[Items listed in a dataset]
────────

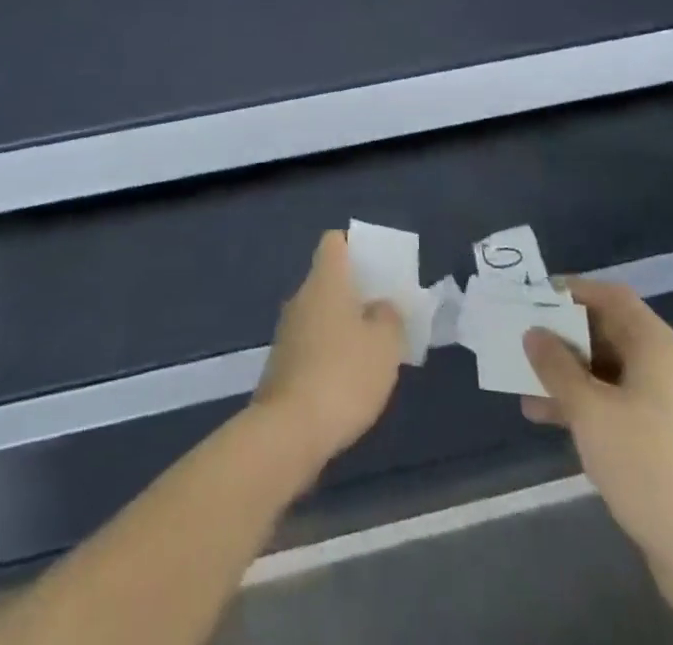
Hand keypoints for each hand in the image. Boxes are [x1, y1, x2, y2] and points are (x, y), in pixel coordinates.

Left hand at [254, 231, 405, 468]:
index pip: (334, 242)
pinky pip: (313, 343)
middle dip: (357, 291)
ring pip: (321, 313)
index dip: (356, 246)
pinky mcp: (282, 364)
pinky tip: (350, 378)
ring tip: (374, 348)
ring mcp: (288, 331)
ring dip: (345, 324)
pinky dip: (332, 351)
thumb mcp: (385, 344)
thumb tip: (381, 306)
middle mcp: (301, 297)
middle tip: (386, 311)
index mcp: (325, 281)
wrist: (289, 431)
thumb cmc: (343, 374)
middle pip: (329, 279)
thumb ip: (389, 317)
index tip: (379, 266)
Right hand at [522, 280, 672, 608]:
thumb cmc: (649, 465)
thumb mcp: (590, 411)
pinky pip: (616, 405)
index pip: (611, 296)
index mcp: (656, 346)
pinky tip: (549, 420)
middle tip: (522, 339)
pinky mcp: (663, 441)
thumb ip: (556, 366)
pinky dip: (585, 406)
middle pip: (608, 332)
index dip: (572, 290)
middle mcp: (665, 366)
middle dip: (563, 336)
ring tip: (524, 384)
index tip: (533, 298)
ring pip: (608, 372)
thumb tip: (533, 332)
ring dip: (568, 375)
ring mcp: (666, 406)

────────

● WORK TO BE COMPLETED: The answer should be the records above, unchanged, with the pictures omitted.

● OUTPUT OF THE TASK:
Hand keypoints for each hand in the image. Boxes are [x1, y1, x2, y2] and points are (x, y), in pixel coordinates.

Left hand at [254, 231, 405, 468]:
index pip: (334, 242)
pinky pip: (313, 343)
middle dip: (357, 291)
ring pip: (321, 313)
index dip: (356, 246)
pinky mcp: (282, 364)
pinky tip: (350, 378)
ring tip: (374, 348)
ring mcp: (288, 331)
ring dip: (345, 324)
pinky dip: (332, 351)
thumb mcp: (385, 344)
thumb tip: (381, 306)
middle mcp: (301, 297)
middle tip: (386, 311)
index mcp: (325, 281)
wrist: (289, 431)
thumb cmc: (343, 374)
middle pip: (329, 279)
thumb ip: (389, 317)
index tip: (379, 266)
Right hand at [522, 280, 672, 608]:
thumb cmc: (649, 465)
thumb mcp: (590, 411)
pinky pip: (616, 405)
index pip: (611, 296)
index mcp: (656, 346)
pinky tip: (549, 420)
middle tip: (522, 339)
pinky mcp: (663, 441)
thumb ip: (556, 366)
pinky dip: (585, 406)
middle pip: (608, 332)
index dip: (572, 290)
middle mcp: (665, 366)
middle dip: (563, 336)
ring tip: (524, 384)
index tip: (533, 298)
ring pip: (608, 372)
thumb tip: (533, 332)
ring dip: (568, 375)
ring mcp: (666, 406)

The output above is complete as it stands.